¿Qué nos queda?

Frente a la inmensidad del cosmos la vida humana se convierte en pura fugacidad. Vemos como nuestra propia existencia se nos escapa de los dedos sin ser capaces de hacer nada al respecto. Lo rutinario del contexto en el que nos encontramos no aporta ninguna solución al problema, sino que convierte lo efímero de nuestra existencia en, además, una banalidad sin precedentes.

Nacemos, vivimos, follamos, nos emborrachamos y nos vamos; dejando en el mundo que te rodea una huella más pasajera si cabe que aquello que la provoca.Ante todo esto el ser humano busca sentirse especial, encontrar su lugar en el universo y convertirlo en importante. Sin embargo, el progreso de la ciencia ha ido echándonos en cara cuán poco importantes somos.

Si en un comienzo nos creíamos el centro del universo, después pasó a serlo la estrella en torno a la cual gira nuestro planeta. Para que finalmente caigamos en la cuenta de que nuestro lugar en la inmensidad cósmica es casi tan irrelevante como la esquina del callejón al cual vas a orinar tras un par de cervezas.

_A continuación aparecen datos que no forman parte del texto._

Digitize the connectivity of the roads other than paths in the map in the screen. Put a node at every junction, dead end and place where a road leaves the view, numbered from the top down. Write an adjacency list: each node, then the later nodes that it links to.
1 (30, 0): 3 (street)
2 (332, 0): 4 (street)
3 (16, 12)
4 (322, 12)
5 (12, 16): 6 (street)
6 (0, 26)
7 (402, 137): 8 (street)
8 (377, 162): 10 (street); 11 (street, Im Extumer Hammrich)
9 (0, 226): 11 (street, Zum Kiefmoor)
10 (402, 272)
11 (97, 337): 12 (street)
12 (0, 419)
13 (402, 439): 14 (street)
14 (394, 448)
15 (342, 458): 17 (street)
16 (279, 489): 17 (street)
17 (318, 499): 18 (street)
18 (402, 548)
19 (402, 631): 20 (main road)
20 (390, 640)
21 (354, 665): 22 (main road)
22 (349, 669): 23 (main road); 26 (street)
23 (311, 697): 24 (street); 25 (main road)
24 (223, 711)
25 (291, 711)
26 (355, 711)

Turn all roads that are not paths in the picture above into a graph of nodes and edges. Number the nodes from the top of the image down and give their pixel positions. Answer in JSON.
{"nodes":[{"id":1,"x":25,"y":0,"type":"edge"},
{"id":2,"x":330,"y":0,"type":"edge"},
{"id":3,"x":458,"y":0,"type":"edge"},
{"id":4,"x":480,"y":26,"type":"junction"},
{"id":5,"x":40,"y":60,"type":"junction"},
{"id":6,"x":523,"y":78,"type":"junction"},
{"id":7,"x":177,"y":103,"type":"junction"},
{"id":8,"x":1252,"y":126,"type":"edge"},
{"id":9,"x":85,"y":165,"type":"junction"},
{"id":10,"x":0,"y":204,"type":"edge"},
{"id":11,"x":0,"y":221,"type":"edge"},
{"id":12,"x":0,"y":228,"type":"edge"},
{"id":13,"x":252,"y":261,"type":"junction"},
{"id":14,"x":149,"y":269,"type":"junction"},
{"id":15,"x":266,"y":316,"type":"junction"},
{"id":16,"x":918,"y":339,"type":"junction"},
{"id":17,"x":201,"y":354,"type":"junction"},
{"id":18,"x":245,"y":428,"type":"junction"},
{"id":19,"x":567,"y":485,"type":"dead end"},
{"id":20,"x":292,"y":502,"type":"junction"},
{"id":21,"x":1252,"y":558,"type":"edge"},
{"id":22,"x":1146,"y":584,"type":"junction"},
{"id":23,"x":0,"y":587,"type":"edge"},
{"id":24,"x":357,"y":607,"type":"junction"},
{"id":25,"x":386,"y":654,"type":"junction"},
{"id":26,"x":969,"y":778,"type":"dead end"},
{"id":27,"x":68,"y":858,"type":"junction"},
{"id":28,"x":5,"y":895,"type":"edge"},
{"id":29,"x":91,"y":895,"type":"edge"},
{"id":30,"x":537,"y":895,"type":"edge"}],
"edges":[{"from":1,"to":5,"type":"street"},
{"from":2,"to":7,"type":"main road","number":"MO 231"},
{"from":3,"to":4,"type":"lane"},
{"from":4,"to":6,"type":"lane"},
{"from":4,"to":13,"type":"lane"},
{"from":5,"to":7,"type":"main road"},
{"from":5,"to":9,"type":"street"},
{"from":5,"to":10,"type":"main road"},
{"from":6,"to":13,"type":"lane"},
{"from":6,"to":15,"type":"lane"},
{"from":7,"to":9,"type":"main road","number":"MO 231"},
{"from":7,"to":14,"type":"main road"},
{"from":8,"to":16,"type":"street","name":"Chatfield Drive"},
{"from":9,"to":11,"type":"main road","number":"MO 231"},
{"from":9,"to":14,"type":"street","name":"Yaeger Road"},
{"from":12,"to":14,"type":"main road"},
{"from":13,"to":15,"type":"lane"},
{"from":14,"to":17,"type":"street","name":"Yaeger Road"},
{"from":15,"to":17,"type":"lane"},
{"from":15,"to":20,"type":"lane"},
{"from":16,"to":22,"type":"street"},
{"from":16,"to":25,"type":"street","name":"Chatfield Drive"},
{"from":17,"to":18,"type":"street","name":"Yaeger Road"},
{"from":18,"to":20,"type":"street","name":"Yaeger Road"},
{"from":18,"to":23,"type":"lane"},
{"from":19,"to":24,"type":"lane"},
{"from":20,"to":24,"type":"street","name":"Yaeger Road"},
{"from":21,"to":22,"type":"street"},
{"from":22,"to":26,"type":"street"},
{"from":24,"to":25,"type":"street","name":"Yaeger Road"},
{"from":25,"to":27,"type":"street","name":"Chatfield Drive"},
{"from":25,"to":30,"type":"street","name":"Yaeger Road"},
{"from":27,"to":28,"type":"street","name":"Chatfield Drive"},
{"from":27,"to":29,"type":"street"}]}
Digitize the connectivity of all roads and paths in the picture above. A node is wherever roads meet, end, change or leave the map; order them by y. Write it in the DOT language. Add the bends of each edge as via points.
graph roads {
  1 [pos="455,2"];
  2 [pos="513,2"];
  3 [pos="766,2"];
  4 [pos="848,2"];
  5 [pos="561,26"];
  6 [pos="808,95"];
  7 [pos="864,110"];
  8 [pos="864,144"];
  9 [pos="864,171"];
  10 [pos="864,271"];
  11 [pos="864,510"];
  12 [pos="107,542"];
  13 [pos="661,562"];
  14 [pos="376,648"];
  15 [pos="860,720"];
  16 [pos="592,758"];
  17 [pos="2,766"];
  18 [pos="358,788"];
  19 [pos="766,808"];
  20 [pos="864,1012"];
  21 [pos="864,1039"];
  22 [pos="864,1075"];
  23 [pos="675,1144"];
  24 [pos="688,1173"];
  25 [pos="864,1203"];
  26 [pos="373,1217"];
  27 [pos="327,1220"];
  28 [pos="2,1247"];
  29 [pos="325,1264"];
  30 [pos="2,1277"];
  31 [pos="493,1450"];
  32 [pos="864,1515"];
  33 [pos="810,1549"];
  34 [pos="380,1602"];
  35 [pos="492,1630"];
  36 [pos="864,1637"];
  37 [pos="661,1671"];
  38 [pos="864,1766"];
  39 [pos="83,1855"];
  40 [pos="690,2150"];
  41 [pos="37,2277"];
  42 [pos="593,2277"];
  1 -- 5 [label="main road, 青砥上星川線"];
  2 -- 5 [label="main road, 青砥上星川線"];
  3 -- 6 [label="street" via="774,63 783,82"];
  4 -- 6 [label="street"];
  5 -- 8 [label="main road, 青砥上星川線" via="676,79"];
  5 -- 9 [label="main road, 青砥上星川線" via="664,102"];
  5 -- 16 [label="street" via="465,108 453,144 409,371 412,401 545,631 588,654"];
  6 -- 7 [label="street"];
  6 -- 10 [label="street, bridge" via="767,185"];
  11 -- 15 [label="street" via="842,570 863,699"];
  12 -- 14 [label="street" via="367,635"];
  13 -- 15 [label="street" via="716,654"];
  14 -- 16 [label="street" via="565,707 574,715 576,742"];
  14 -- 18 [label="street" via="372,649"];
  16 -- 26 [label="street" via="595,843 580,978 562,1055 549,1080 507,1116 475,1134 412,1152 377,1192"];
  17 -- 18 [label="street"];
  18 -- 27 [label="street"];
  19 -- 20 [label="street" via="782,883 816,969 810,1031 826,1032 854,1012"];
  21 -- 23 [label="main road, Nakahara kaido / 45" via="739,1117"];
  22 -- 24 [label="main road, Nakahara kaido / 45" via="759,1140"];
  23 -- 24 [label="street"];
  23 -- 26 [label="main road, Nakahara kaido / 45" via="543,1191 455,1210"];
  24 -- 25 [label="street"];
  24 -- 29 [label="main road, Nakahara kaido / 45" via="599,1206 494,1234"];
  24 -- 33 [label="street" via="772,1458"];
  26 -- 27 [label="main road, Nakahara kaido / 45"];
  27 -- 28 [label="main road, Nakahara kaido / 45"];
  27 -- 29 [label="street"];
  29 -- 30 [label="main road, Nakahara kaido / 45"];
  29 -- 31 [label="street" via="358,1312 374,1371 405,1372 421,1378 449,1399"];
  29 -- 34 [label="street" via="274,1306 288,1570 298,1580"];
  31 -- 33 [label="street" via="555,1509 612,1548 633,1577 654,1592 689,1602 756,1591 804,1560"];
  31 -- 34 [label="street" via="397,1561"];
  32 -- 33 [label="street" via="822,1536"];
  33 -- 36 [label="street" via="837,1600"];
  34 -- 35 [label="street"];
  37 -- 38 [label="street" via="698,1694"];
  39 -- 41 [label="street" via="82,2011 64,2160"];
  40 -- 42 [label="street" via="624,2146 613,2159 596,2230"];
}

Si tiempo atrás se consideraba que estábamos por encima de otras especies, entonces Darwin nos demuestra que somos lo que somos por un proceso evolutivo que convierte nuestra realidad en un hecho contingente. Pero esto no era suficiente, pues llegamos a descubrir que la base de nuestra existencia es exactamente la misma que la perteneciente a un ente inerte. Es decir, como decía Carl Sagan en aquella brillante producción televisiva titulada Cosmos: «no somos más que polvo de estrellas».

En los inicios del pensamiento occidental la razón (λογος) era lo característico del ser humano. Más tarde nos damos cuenta e que nuestra parte racional en gran medida se ve subyugada a nuestra parte emocional. En ese mismo momento pasa a ser parte característica fundamental y distintiva de lo humano la eleuteronomía, es decir, la capacidad de actuar conforme a unas máximas que nosotros nos dictamos. Dícese: la capacidad de elegir, la libertad. Pero ahora resulta que muy acertadamente las nuevas ciencias como la neurobiología nos demuestran que la elección es una ilusión. Afirman que actuamos conforme a aquello que decidimos, que nuestra decisión viene determinada por aquello que deseamos, pero que en ningún momento elegimos aquello que queremos desear. En definitiva, se hace triunfar la idea determinista de que nuestra estructura cerebral determina nuestras decisiones sin que exista una verdadera capacidad de elegir.

¿Y ahora, en el momento en el que nos damos cuenta de cuan banal es nuestra existencia qué nos queda?

Nos queda nuestro rincón del universo.

Nos queda el mundo que, deliberadamente o de manera determinada, hemos construido.

Nos queda la vida en sociedad, la polis griega.

Lo único que nos queda es el saber que podemos hacer de la vida de las futuras generaciones una vida mejor.

Nos queda la lucha social por una sociedad más justa.

Lo único que nos queda, lo único que podemos dejar, es lo mismo que nos ha sido dejado: un mundo un poquito más equitativo que el justamente anterior.